11. The multi-scale structured dictionary learning-based 3D point cloud compression system according to claim 10, wherein the sparse coefficient rearrangement submodule rearranges row vectors of the sparse coefficient matrix in a descending order of the number of non-zero elements, and simultaneously, the corresponding column atom vectors of the rearranged multi-scale dictionary reduce entropy of subsequent index difference coding on the premise of ensuring that a reconstruction signal is not changed.

12. The multi-scale structured dictionary learning-based 3D point cloud compression system as claimed in claim 10, wherein the uniform quantization sub-module utilizes a dead zone uniform quantizer to set the zeroing interval to be twice the size of the rest uniform quantization intervals and eliminate the tiny sparse coefficients carrying less information.

13. The multi-scale structured dictionary learning-based 3D point cloud compression system as claimed in claim 10, wherein the differential coding prediction sub-module differentially codes the index of the sparse coefficient matrix by columns, and marks the end of each column as zero, further reducing information redundancy.

14. The multi-scale structured dictionary learning-based 3D point cloud compression system as claimed in claim 10, wherein the adaptive arithmetic entropy coding sub-module performs effective entropy coding on the quantized non-zero coefficient value and the indexed differential prediction residual to obtain a complete bit stream of point cloud attribute signal compression.
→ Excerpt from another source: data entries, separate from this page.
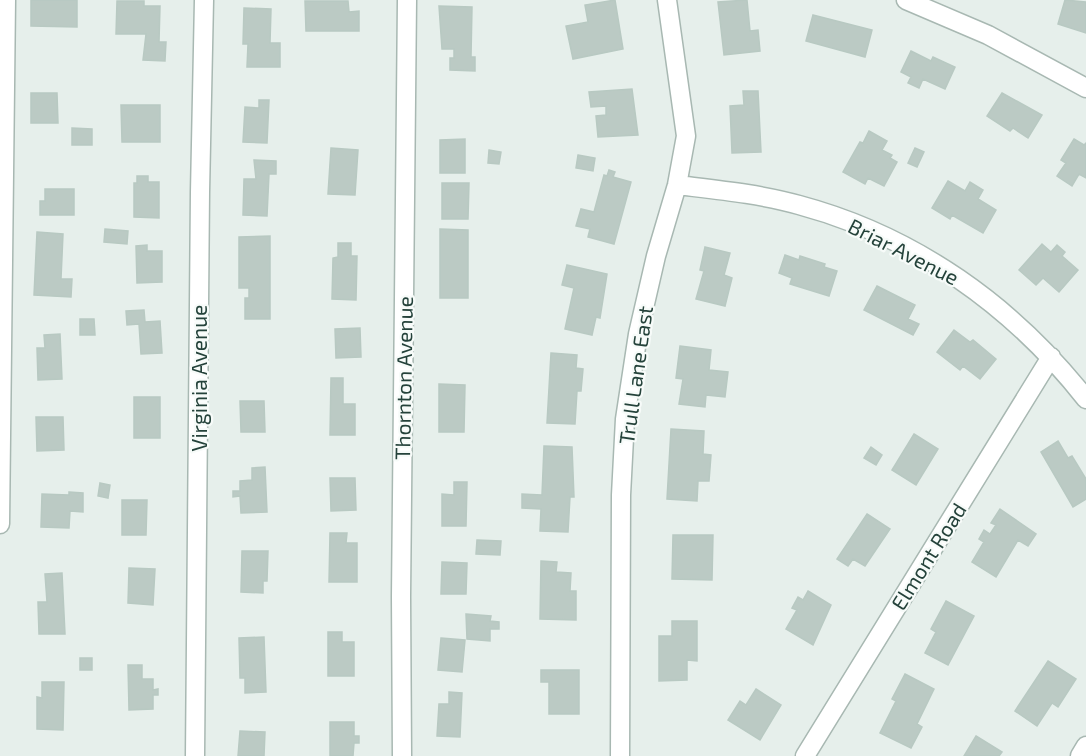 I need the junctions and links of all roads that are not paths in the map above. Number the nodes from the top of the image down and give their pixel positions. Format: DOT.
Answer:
graph roads {
  1 [pos="6,0"];
  2 [pos="204,0"];
  3 [pos="407,0"];
  4 [pos="667,0"];
  5 [pos="906,0"];
  6 [pos="1086,88"];
  7 [pos="677,185"];
  8 [pos="1051,357"];
  9 [pos="1086,399"];
  10 [pos="0,524"];
  11 [pos="1086,746"];
  12 [pos="195,756"];
  13 [pos="402,756"];
  14 [pos="620,756"];
  15 [pos="805,756"];
  16 [pos="1080,756"];
  1 -- 10 [label="street"];
  2 -- 12 [label="street, Virginia Avenue"];
  3 -- 13 [label="street, Thornton Avenue"];
  4 -- 7 [label="street, Trull Lane East"];
  5 -- 6 [label="street"];
  7 -- 8 [label="street, Briar Avenue"];
  7 -- 14 [label="street, Trull Lane East"];
  8 -- 9 [label="street, Briar Avenue"];
  8 -- 15 [label="street, Elmont Road"];
  11 -- 16 [label="street"];
} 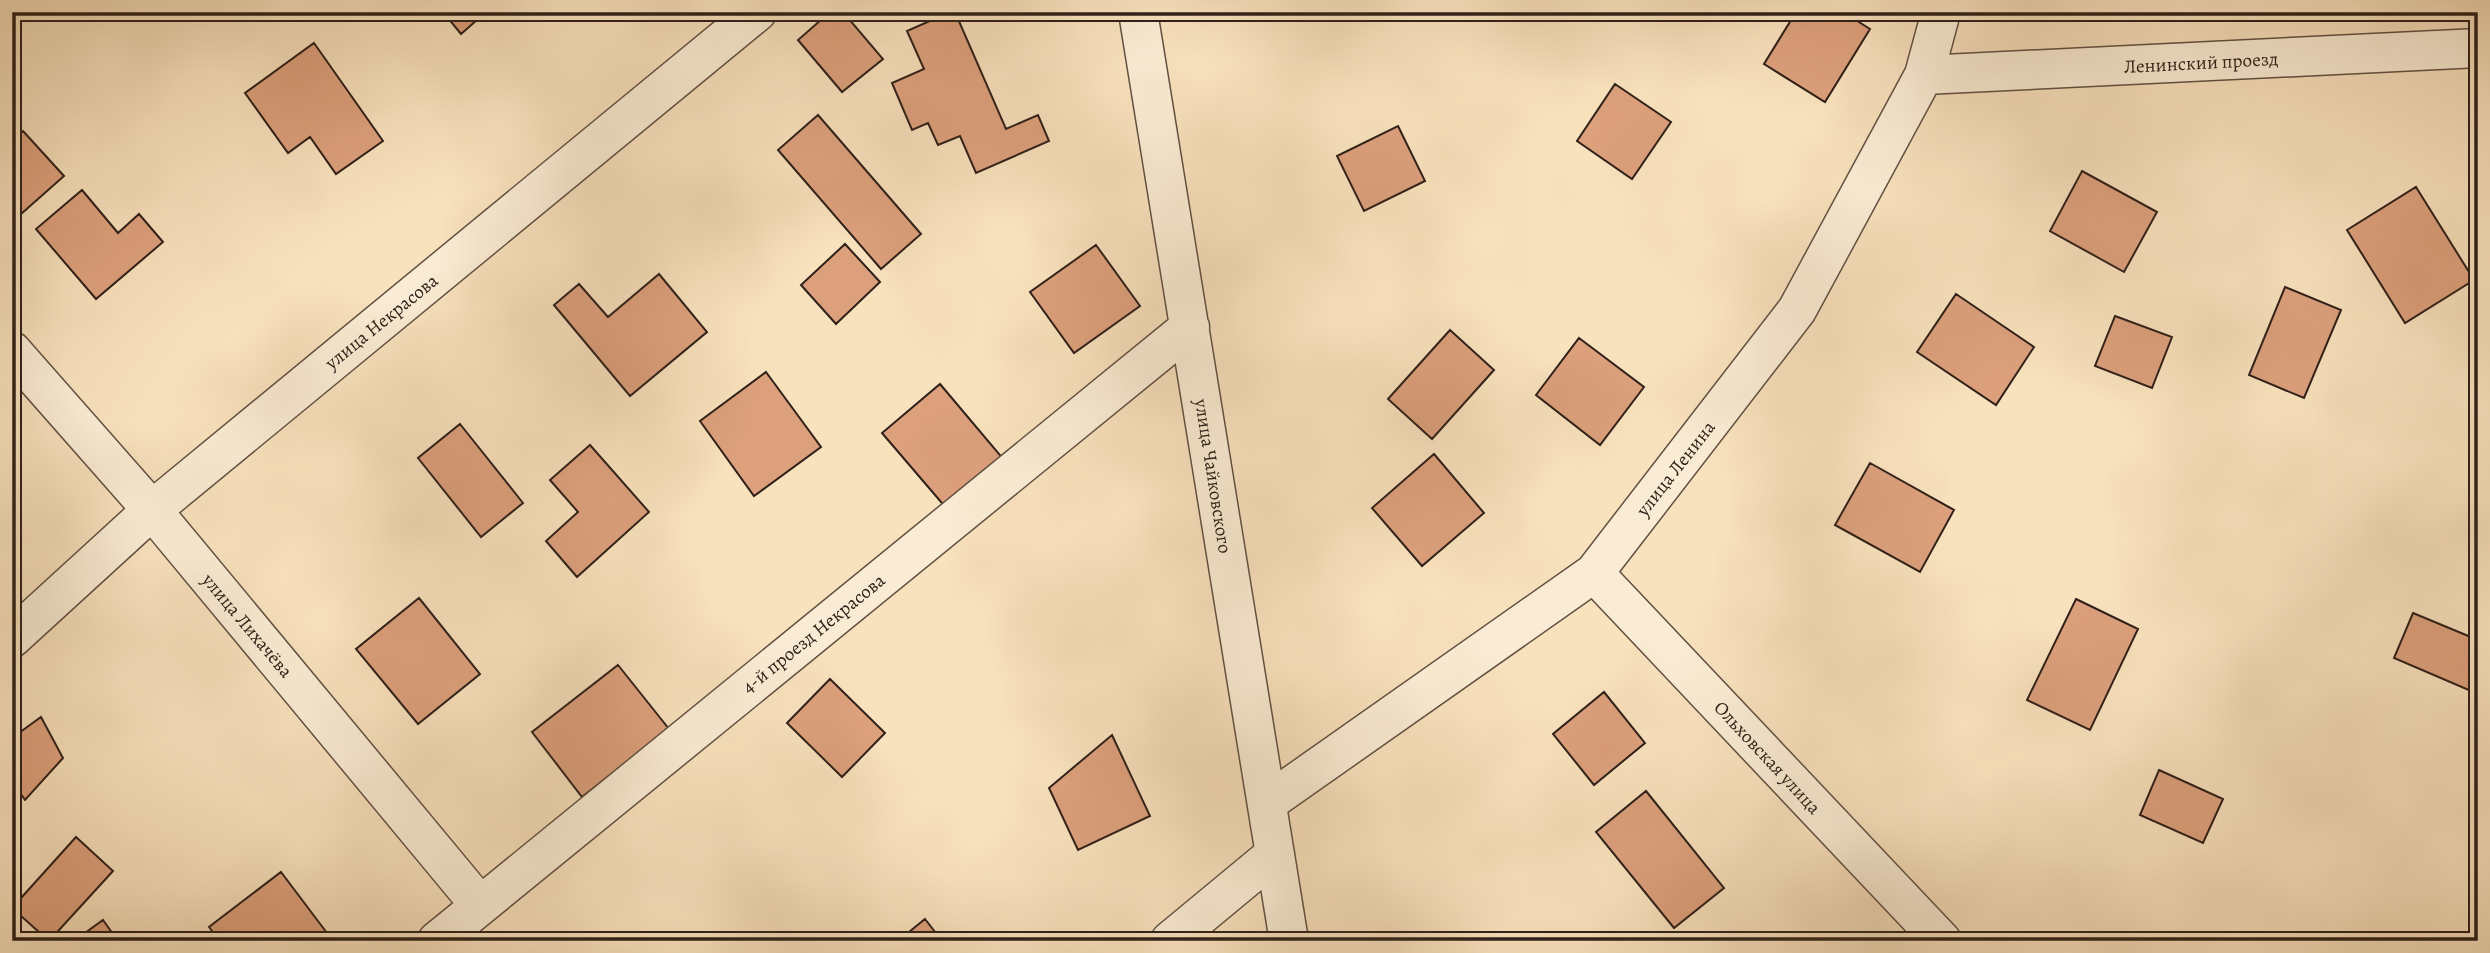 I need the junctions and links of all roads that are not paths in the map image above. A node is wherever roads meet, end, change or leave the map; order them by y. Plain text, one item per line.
1 (757, 12) edge
2 (1138, 12) edge
3 (1941, 12) edge
4 (2478, 48) edge
5 (1924, 75) junction
6 (1190, 327) junction
7 (12, 351) edge
8 (152, 510) junction
9 (1594, 573) junction
10 (12, 638) edge
11 (1267, 803) junction
12 (1275, 854) junction
13 (479, 904) junction
14 (437, 941) edge
15 (1170, 941) edge
16 (1290, 941) edge
17 (1942, 941) edge

1 - 8 street, улица Некрасова
2 - 6 street, улица Чайковского
3 - 5 street, улица Ленина
4 - 5 street, Ленинский проезд
5 - 9 street, улица Ленина
6 - 11 street, улица Чайковского
6 - 13 street, 4-й проезд Некрасова
7 - 8 street, улица Лихачёва
8 - 10 street, улица Некрасова
8 - 13 street, улица Лихачёва
9 - 11 street, улица Ленина
9 - 17 street, Ольховская улица
11 - 12 street, улица Чайковского
12 - 15 street
12 - 16 street, улица Чайковского
13 - 14 street, 4-й проезд Некрасова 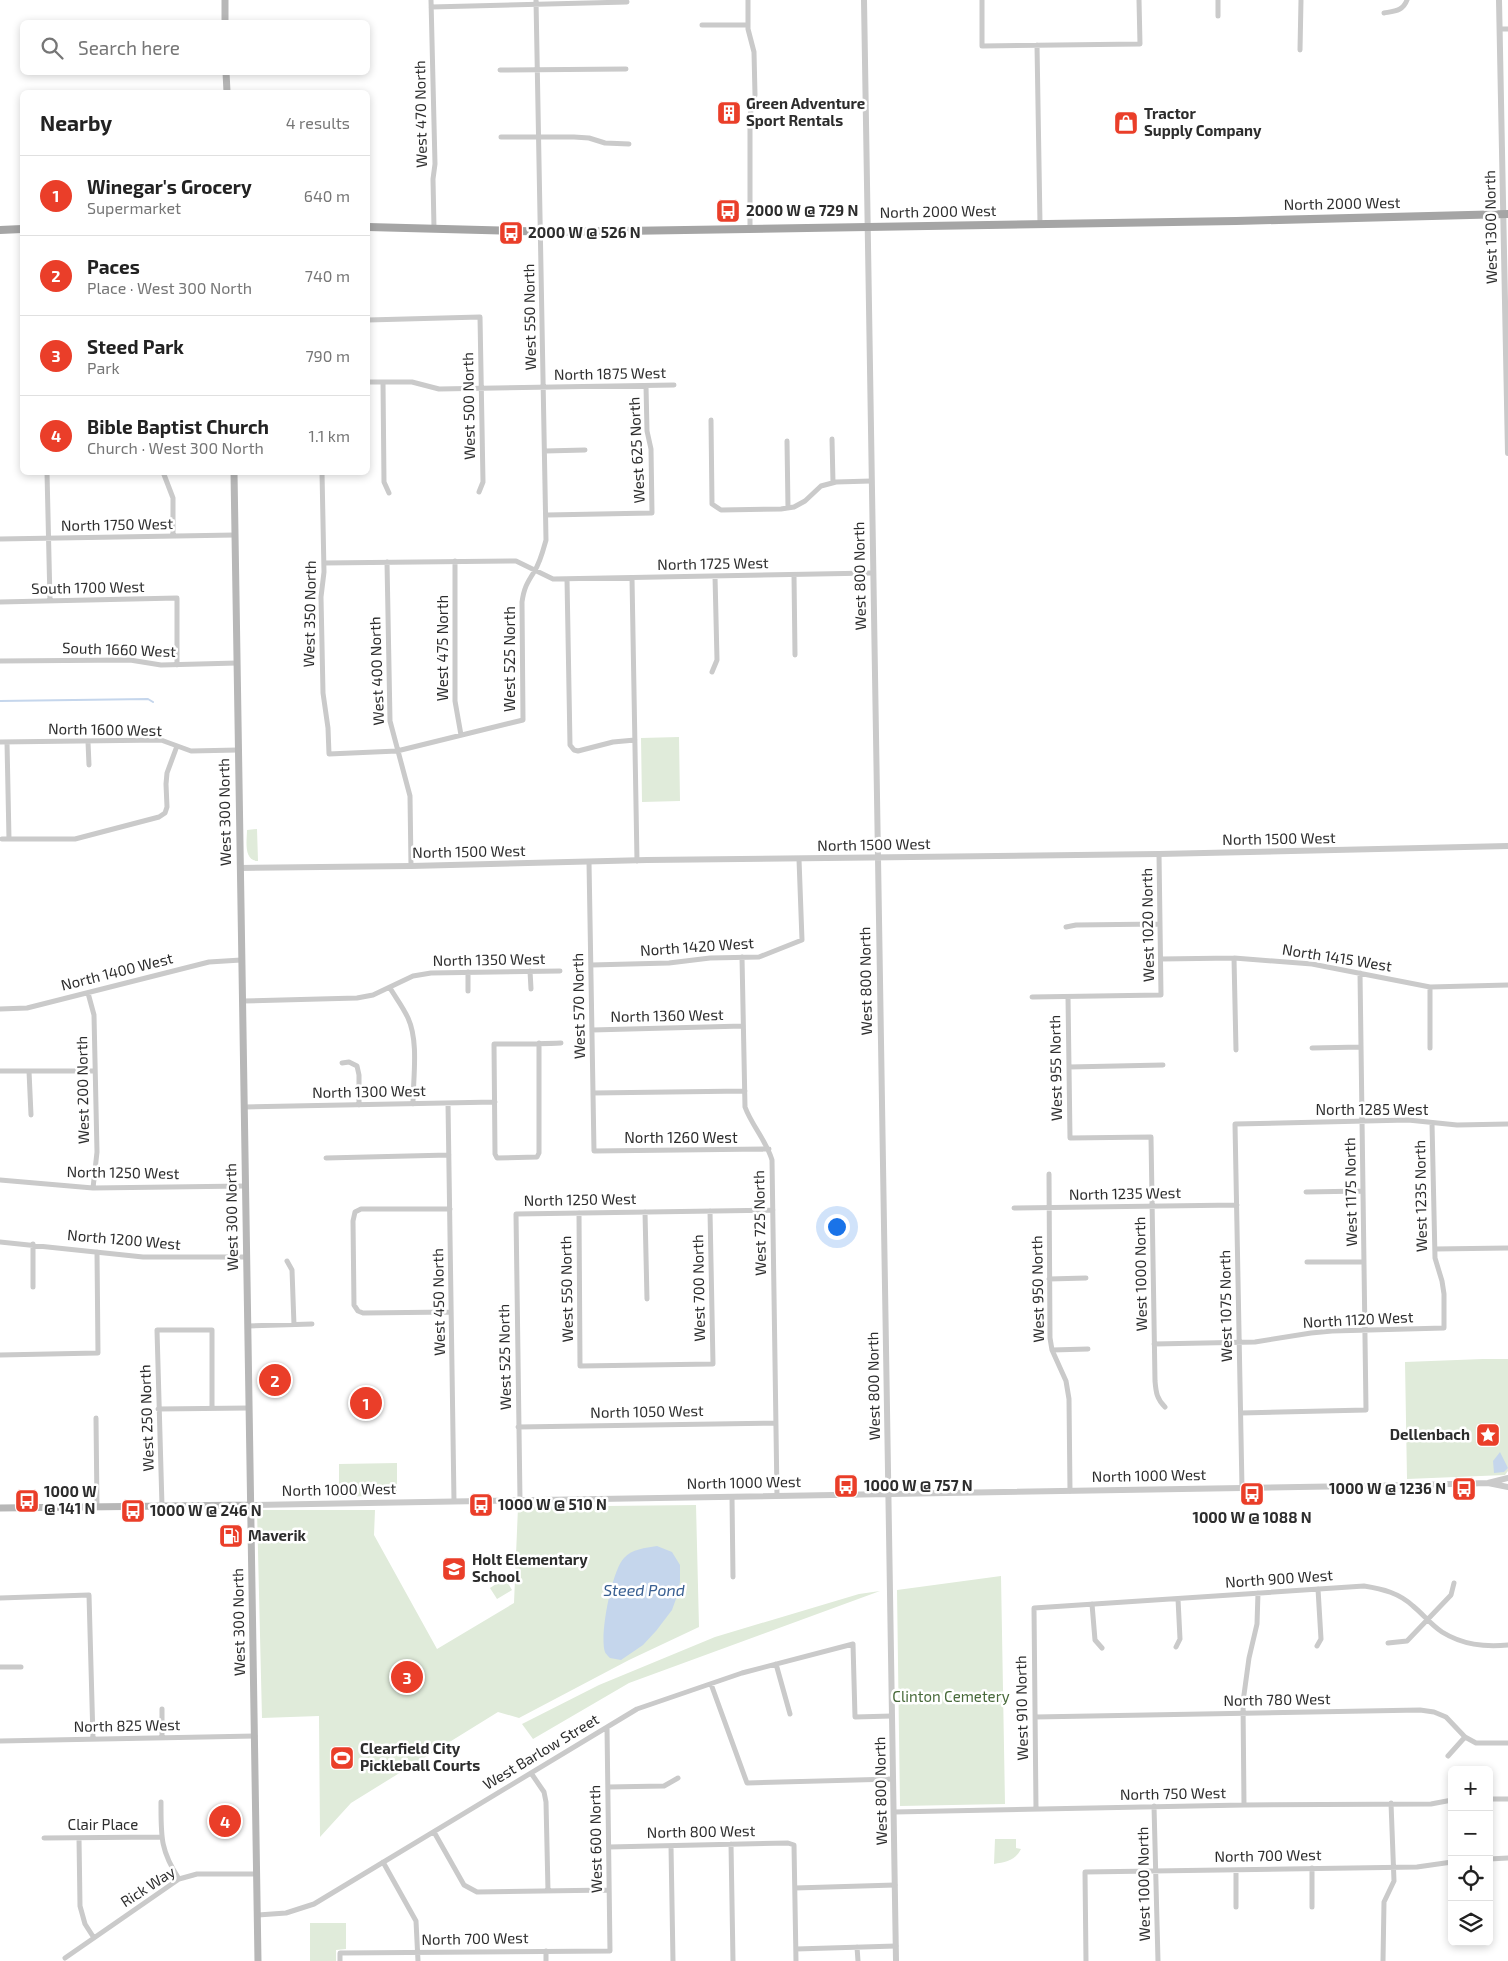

15. The multi-scale structured dictionary learning-based 3D point cloud compression system as claimed in any one of claims 1 to 14, wherein the attribute signal decoding module comprises: the adaptive arithmetic entropy decoding sub-module, the differential decoding prediction sub-module, the inverse quantization sub-module and the attribute signal reconstruction sub-module, wherein:

the self-adaptive arithmetic entropy decoding submodule carries out entropy decoding on the compressed bit stream to obtain a decompressed sparse coefficient and an indexed differential prediction residual error, and transmits the decompressed sparse coefficient and the indexed differential prediction residual error to the differential decoding prediction submodule;

the differential decoding prediction submodule decodes the index residual error to obtain an index of a sparse coefficient and transmits the index of the sparse coefficient to the inverse quantization submodule;

the inverse quantization submodule carries out inverse quantization operation on the sparse coefficient value, restores the sparse coefficient value, integrates the sparse coefficient value with the index of the sparse coefficient to obtain a complete sparse coefficient matrix and transmits the sparse coefficient matrix to the attribute signal reconstruction submodule;

and the attribute signal reconstruction submodule performs matrix multiplication on the obtained reconstruction sparse coefficient matrix and the multi-scale dictionary to obtain a reconstructed point cloud attribute signal and transmits the reconstructed point cloud attribute signal to the 3D point cloud reconstruction module.

16. The multi-scale structured dictionary learning-based 3D point cloud compression system as claimed in any one of claims 1 to 14, wherein the 3D point cloud reconstruction module synthesizes the decoded geometric information and attribute signals to reconstruct complete point data, and the module obtains the final reconstructed 3D point cloud data.